Adolescente preso preventivamente por quase um mês é solto no ES

Adolescentes não se sujeitam às normas processuais do Código Penal, pois a apuração de seus atos infracionais é regulada pelo Estatuto da Criança e do Adolescente (Lei 8.069/90).

Wilson Dias/Agência Brasil

Wilson Dias/Agência Brasil
Adolescente está há um mês no Centro
de Detenção Provisória de Guarapari

Com esse sucinto e óbvio entendimento, o juiz Eliezer Mattos Scherrer Junior, da 1ª Vara Criminal de Guarapari (ES), relaxou nesta terça-feira (15/3) a prisão de um menor encarcerado há cerca de um mês no Centro de Detenção Provisória daquela cidade.

O adolescente teria supostamente praticado os crimes de tráfico de drogas e corrupção de menores em 19 do mês passado. Preso em flagrante, ele teve a audiência de custódia feita no mesmo dia, quando a prisão foi convertida em preventiva.

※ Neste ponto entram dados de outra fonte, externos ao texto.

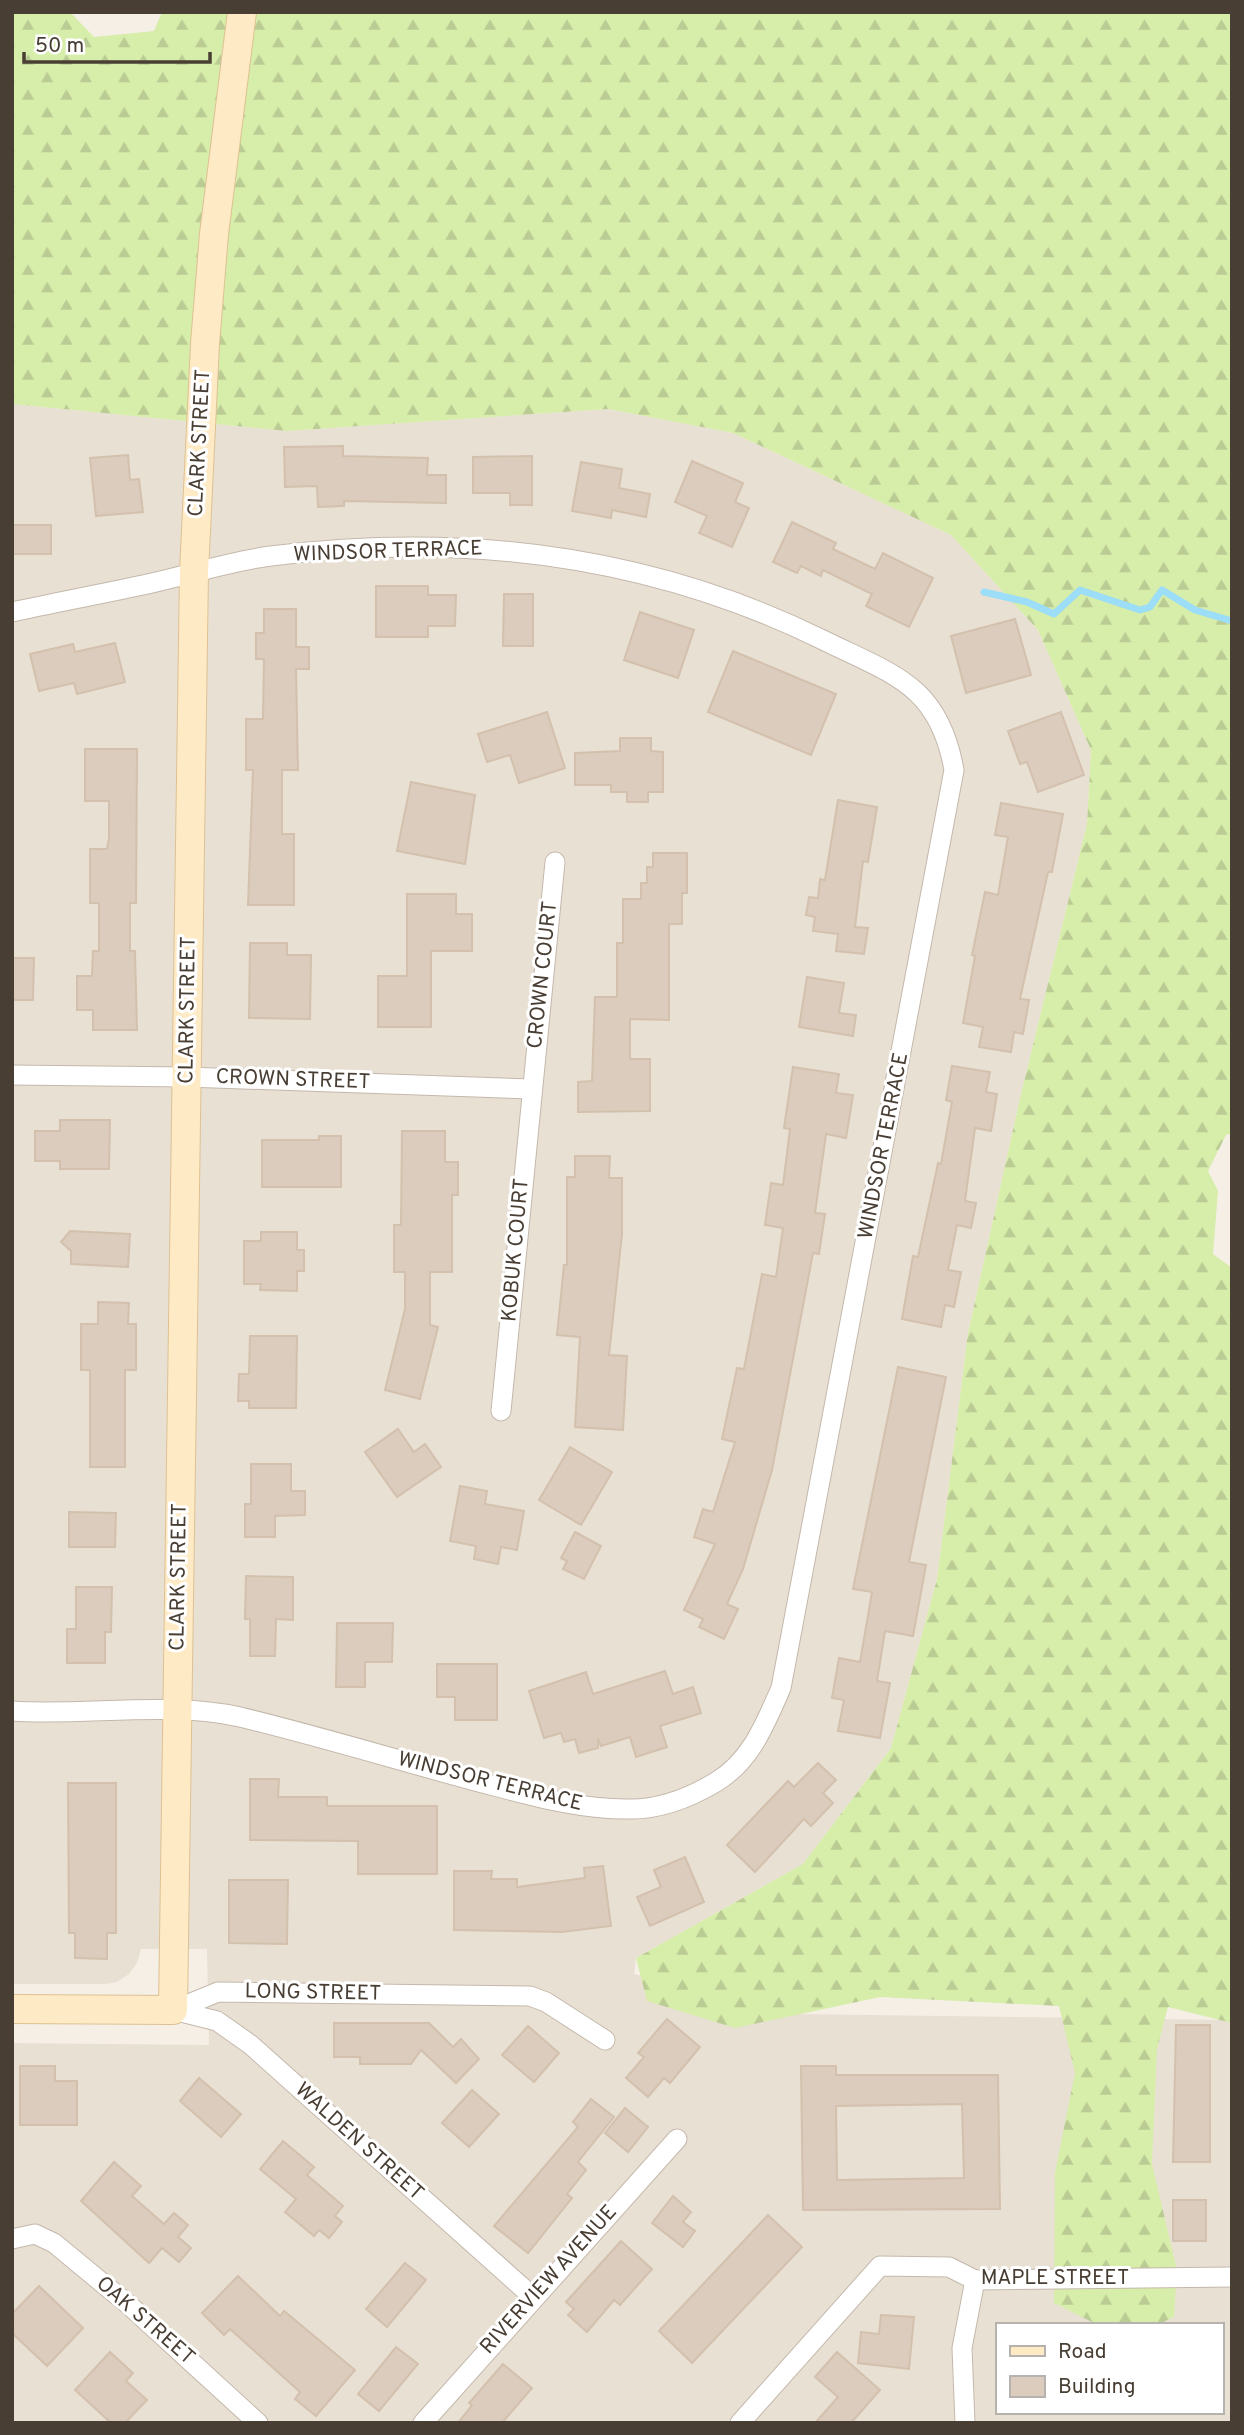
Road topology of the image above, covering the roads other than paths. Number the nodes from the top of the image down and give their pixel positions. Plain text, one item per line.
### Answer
1 (242, 12) edge
2 (194, 572) junction
3 (12, 612) edge
4 (555, 862) dead end
5 (12, 1074) edge
6 (187, 1077) junction
7 (531, 1089) junction
8 (501, 1411) dead end
9 (12, 1711) edge
10 (177, 1712) junction
11 (12, 2009) edge
12 (173, 2010) junction
13 (605, 2040) dead end
14 (677, 2139) dead end
15 (18, 2237) edge
16 (1232, 2277) edge
17 (975, 2280) junction
18 (533, 2297) junction
19 (258, 2423) edge
20 (423, 2423) edge
21 (740, 2423) edge
22 (965, 2423) edge

1 - 2 street, CLARK STREET
2 - 3 street, WINDSOR TERRACE
2 - 6 street, CLARK STREET
2 - 10 street, WINDSOR TERRACE
4 - 7 street, CROWN COURT
5 - 6 street, CROWN STREET
6 - 7 street, CROWN STREET
6 - 10 street, CLARK STREET
7 - 8 street, KOBUK COURT
9 - 10 street, WINDSOR TERRACE
10 - 12 street, CLARK STREET
11 - 12 street, LONG STREET
12 - 13 street, LONG STREET
12 - 18 street, WALDEN STREET
14 - 18 street, RIVERVIEW AVENUE
15 - 19 street, OAK STREET
16 - 17 street, MAPLE STREET
17 - 21 street, MAPLE STREET
17 - 22 street
18 - 20 street, RIVERVIEW AVENUE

A Defensoria Pública, então, anexando aos autos a certidão de nascimento do preso, informou o que todos já deveriam saber: que a pessoa presa é menor de idade. Por causa disso, o juiz, além de relaxar a prisão e expedir o alvará de soltura, declarou a incompetência do juízo.

"Considerando os fatos acima elencados, entendo que a prisão cautelar encontra-se ilegal, considerando que foi decretada a prisão preventiva de um menor de idade que, inclusive, está custodiado há quase um mês no Centro de Detenção Provisória de Guarapari indevidamente", concluiu o julgador.

Clique aqui para ler a decisão
0000499-53.2022.8.08.0021

André Boselli

é editor da revista Consultor Jurídico.

Will Advogado disse:
16 de março de 2022 às 08:50

Então por que simplesmente não o enviou para detenção de menores até o julgamento.
Essa onda de anular todo processo virou moda.

Rubens Cavalcante da Silva disse:
16 de março de 2022 às 10:00

Conforme o princípio do juiz natural, insculpido no inciso LIII do art. 5º da Constituição Federal, "ninguém será processado nem sentenciado senão pela autoridade competente".

Assim sendo, se o juiz declarou-se incompetente, não poderia determinar a detenção do menor em estabelecimento destinado à internação de menores infratores, pois só o juiz competente (juiz natural) pode decidir nesse sentido, respeitando o sistema acusatório que orienta a apuração de ato infracional no Estatuto da Criança e do Adolescente e garantindo-se o contraditório e a ampla defesa.

"Basta a simples leitura dos artigos que evidenciam a apuração do ato infracional no Estatuto para que se verifiquem assegurados ao adolescente, um procedimento orientado por princípios processuais de características
garantistas e, por isso mesmo, característicos de um sistema acusatório. Isso porque, evidencia-­se no Estatuto o fim primeiro de conferir aos adolescentes, ainda que infratores, e às crianças a garantia dos seus direitos fundamentais, somando-­se aos mesmos, as garantias de submissão a um procedimento justo, adequado, isento de qualquer resquício ditatorial, em total correspondência com os ditames Constitucionais." (OLIVEIRA, Maria Cristina Cardoso Moreira. 2001. O Estatuto da Criança e do Adolescente e o Sistema Recursal no Processo para Apuração de Infração Penal: um Processo Garantista?. RDP Nº 6 ­ Fev­Mar/2001 ­ JURISPRUDÊNCIA COMENTADA 75).